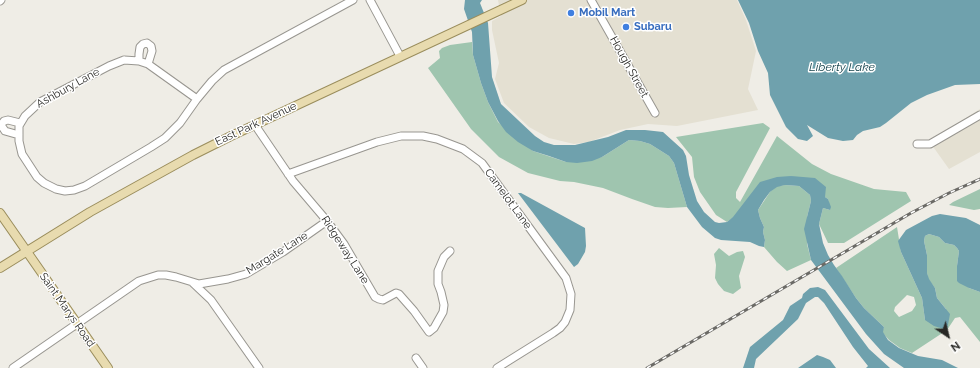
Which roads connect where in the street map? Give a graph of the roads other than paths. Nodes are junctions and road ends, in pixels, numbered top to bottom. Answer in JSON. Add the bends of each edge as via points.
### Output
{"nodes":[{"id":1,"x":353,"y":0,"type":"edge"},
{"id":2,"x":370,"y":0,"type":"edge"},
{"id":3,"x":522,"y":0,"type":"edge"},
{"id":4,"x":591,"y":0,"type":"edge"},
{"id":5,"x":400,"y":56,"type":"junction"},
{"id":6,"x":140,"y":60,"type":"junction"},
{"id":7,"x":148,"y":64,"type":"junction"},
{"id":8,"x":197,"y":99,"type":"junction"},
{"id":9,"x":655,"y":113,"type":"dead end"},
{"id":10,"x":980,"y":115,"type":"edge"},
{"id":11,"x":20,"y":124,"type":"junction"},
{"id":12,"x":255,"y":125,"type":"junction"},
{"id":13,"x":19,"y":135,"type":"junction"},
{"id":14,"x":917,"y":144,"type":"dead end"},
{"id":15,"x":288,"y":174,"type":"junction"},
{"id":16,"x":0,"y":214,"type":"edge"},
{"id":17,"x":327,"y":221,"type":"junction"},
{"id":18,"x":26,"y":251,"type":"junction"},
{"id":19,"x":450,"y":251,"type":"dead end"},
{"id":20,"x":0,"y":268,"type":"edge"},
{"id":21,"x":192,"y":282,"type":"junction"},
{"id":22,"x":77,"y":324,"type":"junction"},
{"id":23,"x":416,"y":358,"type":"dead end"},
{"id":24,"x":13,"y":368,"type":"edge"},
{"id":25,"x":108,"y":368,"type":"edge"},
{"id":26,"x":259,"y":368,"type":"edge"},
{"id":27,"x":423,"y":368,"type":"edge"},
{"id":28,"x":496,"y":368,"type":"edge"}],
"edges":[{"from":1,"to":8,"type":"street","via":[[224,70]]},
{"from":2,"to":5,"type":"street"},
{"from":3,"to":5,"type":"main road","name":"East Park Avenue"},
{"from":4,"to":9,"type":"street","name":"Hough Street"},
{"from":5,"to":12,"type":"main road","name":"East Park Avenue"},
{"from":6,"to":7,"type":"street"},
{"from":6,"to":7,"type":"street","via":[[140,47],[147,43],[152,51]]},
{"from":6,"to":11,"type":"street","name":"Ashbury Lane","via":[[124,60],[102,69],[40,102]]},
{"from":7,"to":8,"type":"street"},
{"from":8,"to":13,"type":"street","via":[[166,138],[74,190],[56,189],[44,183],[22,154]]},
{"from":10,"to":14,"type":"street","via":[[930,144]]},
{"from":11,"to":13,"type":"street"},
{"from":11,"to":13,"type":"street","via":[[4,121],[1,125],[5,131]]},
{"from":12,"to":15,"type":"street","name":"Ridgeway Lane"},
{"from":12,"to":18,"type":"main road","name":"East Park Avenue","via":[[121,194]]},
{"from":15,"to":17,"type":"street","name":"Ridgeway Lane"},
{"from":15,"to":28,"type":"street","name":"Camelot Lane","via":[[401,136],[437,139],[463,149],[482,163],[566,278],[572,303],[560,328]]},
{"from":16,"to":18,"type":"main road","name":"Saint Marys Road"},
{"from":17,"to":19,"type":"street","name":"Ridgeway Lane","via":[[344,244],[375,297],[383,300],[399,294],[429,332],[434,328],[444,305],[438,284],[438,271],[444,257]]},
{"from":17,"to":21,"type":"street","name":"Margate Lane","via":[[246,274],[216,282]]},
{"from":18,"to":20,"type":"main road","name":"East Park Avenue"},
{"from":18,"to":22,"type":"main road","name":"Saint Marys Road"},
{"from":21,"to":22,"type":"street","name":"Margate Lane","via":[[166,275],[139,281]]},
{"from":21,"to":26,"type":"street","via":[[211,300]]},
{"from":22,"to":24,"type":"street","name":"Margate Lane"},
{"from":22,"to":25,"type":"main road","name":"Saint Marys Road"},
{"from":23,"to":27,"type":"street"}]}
***
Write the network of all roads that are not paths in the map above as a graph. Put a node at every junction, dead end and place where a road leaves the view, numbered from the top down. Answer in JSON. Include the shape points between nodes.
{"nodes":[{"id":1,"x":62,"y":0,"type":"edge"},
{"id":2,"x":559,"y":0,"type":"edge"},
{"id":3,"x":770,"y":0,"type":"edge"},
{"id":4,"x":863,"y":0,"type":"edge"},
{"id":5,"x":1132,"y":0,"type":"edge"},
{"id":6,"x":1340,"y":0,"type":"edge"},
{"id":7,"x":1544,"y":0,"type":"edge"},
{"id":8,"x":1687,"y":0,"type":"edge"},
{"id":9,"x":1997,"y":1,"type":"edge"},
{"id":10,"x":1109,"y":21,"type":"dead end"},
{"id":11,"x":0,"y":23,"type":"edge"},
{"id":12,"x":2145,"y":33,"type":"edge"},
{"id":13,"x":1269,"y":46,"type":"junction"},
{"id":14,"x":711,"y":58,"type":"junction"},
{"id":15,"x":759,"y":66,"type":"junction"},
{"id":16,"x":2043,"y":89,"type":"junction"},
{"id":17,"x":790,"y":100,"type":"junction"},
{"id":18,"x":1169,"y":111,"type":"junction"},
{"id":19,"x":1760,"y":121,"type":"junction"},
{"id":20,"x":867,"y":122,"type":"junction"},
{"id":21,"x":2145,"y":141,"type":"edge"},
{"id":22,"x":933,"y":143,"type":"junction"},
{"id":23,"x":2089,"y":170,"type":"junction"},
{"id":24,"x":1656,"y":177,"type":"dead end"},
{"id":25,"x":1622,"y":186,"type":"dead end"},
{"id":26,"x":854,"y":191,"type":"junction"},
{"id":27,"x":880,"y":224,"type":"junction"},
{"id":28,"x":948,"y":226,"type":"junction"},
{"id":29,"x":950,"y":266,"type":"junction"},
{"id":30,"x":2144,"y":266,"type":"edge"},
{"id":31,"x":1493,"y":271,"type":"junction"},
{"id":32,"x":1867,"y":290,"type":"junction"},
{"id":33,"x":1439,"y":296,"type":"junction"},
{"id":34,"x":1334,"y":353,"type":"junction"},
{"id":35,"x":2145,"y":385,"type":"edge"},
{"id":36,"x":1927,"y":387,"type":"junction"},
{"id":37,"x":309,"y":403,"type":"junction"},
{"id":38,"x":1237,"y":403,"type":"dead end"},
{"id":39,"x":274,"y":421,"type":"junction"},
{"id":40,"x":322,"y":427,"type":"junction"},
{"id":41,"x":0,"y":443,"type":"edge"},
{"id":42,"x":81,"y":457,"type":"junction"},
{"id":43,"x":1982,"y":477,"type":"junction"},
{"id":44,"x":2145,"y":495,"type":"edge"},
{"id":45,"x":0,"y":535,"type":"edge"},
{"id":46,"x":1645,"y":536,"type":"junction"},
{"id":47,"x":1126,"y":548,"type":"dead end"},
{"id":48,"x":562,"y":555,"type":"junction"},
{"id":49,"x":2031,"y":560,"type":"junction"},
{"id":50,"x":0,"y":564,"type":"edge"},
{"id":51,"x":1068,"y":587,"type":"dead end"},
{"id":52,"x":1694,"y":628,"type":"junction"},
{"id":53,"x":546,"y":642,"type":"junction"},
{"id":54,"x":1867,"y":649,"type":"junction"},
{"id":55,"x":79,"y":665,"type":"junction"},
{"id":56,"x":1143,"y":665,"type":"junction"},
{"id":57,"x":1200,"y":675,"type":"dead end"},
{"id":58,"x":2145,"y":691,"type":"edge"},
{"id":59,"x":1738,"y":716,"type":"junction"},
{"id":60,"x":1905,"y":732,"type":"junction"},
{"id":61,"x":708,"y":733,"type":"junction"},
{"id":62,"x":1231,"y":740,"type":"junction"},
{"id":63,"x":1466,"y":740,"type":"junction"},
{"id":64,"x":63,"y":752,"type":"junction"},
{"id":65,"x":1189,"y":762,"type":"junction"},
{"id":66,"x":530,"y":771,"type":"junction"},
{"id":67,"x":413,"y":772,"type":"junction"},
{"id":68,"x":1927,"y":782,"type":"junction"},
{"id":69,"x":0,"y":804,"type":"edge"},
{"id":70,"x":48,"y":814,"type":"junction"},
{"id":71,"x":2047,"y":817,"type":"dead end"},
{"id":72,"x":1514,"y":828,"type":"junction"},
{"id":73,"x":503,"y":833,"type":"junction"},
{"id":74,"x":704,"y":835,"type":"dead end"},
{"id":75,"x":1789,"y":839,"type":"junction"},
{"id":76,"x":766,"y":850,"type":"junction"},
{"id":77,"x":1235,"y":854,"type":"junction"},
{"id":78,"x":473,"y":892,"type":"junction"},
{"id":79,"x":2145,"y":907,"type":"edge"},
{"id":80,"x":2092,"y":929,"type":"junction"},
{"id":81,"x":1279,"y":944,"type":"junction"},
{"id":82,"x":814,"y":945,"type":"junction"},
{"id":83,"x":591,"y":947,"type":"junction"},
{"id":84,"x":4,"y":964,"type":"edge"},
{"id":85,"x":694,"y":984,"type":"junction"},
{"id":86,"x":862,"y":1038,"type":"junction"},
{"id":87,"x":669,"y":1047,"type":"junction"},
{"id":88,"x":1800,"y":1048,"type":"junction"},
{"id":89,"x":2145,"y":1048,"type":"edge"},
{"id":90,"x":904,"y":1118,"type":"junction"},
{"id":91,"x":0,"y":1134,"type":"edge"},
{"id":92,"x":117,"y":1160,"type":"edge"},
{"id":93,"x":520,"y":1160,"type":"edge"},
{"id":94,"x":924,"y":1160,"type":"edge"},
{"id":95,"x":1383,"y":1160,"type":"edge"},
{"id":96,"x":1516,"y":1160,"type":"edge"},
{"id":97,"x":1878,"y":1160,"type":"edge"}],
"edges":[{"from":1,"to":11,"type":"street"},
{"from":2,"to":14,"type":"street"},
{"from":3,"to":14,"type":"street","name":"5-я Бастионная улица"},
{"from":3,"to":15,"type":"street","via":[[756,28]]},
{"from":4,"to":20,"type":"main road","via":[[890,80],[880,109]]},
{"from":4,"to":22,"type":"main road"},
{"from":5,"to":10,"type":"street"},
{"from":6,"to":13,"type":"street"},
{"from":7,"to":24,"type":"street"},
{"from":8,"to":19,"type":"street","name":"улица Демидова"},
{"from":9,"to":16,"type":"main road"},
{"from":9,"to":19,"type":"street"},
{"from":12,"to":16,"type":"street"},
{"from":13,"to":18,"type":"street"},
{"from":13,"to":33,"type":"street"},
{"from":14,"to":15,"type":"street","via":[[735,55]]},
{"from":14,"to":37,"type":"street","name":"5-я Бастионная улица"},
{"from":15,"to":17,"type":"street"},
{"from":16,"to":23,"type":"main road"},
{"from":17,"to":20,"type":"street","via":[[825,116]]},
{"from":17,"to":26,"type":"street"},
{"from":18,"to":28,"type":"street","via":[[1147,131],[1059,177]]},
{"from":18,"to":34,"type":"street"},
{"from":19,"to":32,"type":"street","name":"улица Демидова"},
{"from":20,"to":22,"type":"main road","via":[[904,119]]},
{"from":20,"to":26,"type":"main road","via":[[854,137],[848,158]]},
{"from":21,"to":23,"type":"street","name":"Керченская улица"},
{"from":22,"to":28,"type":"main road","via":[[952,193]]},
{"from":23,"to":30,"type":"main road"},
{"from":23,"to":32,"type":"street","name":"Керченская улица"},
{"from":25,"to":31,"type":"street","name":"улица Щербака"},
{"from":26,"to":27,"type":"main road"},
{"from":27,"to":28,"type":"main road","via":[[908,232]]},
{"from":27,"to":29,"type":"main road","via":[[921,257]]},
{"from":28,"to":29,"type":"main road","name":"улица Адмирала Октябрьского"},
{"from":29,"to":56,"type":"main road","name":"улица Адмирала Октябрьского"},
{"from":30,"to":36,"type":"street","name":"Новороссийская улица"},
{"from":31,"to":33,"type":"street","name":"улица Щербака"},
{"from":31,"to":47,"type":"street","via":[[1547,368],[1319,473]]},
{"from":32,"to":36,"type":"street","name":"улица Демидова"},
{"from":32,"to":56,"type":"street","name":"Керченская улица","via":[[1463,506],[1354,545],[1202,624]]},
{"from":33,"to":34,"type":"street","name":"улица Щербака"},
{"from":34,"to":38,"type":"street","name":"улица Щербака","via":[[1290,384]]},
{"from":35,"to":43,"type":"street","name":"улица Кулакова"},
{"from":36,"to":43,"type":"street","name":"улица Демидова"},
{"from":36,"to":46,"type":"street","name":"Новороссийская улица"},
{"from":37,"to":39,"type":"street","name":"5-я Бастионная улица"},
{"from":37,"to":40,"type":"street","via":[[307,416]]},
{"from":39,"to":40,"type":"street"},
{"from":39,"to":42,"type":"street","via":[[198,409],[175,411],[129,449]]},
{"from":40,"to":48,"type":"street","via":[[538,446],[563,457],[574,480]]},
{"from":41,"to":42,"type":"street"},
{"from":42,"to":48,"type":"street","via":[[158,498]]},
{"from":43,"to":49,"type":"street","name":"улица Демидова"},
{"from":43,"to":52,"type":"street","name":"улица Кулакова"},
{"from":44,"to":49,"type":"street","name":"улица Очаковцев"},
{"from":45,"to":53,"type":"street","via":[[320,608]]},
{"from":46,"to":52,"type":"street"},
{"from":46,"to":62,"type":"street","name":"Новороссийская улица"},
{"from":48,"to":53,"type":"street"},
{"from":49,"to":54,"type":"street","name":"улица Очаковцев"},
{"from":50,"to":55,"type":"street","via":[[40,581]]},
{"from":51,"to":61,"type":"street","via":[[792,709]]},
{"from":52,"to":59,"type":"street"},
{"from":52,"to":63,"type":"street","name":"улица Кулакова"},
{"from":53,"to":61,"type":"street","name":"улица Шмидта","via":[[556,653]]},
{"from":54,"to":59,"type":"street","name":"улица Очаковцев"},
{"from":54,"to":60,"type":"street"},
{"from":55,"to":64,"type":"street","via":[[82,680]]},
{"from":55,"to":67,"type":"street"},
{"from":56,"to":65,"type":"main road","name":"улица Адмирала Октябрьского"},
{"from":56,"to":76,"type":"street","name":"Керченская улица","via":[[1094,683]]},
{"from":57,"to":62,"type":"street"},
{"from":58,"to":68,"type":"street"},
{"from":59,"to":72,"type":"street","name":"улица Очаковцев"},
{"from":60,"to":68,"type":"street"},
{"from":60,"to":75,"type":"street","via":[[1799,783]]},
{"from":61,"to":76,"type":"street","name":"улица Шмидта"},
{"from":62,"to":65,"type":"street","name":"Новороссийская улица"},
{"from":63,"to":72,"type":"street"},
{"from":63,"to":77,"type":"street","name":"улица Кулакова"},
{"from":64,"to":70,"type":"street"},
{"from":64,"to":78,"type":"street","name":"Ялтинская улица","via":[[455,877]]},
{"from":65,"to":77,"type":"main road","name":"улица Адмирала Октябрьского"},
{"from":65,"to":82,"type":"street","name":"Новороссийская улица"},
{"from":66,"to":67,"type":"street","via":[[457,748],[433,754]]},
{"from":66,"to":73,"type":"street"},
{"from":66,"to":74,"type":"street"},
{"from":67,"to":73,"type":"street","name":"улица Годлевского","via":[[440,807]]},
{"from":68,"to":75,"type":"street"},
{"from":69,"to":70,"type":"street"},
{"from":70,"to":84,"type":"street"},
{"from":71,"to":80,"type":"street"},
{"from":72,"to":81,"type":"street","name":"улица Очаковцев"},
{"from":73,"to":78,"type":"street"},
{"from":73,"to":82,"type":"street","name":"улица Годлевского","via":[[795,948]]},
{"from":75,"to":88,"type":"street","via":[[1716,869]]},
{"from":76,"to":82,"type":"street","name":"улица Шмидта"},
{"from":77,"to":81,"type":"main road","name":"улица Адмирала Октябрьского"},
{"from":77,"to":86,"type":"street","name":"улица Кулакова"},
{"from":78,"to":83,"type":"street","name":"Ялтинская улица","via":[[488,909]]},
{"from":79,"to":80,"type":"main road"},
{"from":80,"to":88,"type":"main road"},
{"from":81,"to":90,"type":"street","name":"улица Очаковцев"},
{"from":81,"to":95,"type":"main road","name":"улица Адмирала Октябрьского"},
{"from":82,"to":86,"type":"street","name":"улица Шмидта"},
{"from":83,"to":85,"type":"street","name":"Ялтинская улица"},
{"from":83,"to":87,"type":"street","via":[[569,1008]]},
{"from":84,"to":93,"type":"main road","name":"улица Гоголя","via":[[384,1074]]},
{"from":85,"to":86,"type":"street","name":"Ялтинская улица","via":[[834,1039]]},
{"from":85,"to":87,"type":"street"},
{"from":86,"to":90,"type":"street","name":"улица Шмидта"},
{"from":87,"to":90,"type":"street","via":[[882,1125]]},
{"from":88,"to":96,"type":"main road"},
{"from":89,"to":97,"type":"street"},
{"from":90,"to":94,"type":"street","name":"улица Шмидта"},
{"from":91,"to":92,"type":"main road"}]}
***
● WHAT TO PRODUCE: Number of lines above containing "where": state it and nothing else.

● EXERCISE SOLUTION: 2